● **Dataset**

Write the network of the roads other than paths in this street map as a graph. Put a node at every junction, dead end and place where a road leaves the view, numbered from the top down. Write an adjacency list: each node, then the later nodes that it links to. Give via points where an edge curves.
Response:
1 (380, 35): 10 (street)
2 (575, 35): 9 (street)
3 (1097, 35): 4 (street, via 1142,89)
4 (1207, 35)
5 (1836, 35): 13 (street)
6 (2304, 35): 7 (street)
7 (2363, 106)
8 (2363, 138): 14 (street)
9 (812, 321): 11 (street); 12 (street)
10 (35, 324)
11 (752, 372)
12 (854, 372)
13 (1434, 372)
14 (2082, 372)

● **Work item**
Write out the whole listing above once more, exactly.

● **Answer**
Write the network of the roads other than paths in this street map as a graph. Put a node at every junction, dead end and place where a road leaves the view, numbered from the top down. Write an adjacency list: each node, then the later nodes that it links to. Give via points where an edge curves.
Response:
1 (380, 35): 10 (street)
2 (575, 35): 9 (street)
3 (1097, 35): 4 (street, via 1142,89)
4 (1207, 35)
5 (1836, 35): 13 (street)
6 (2304, 35): 7 (street)
7 (2363, 106)
8 (2363, 138): 14 (street)
9 (812, 321): 11 (street); 12 (street)
10 (35, 324)
11 (752, 372)
12 (854, 372)
13 (1434, 372)
14 (2082, 372)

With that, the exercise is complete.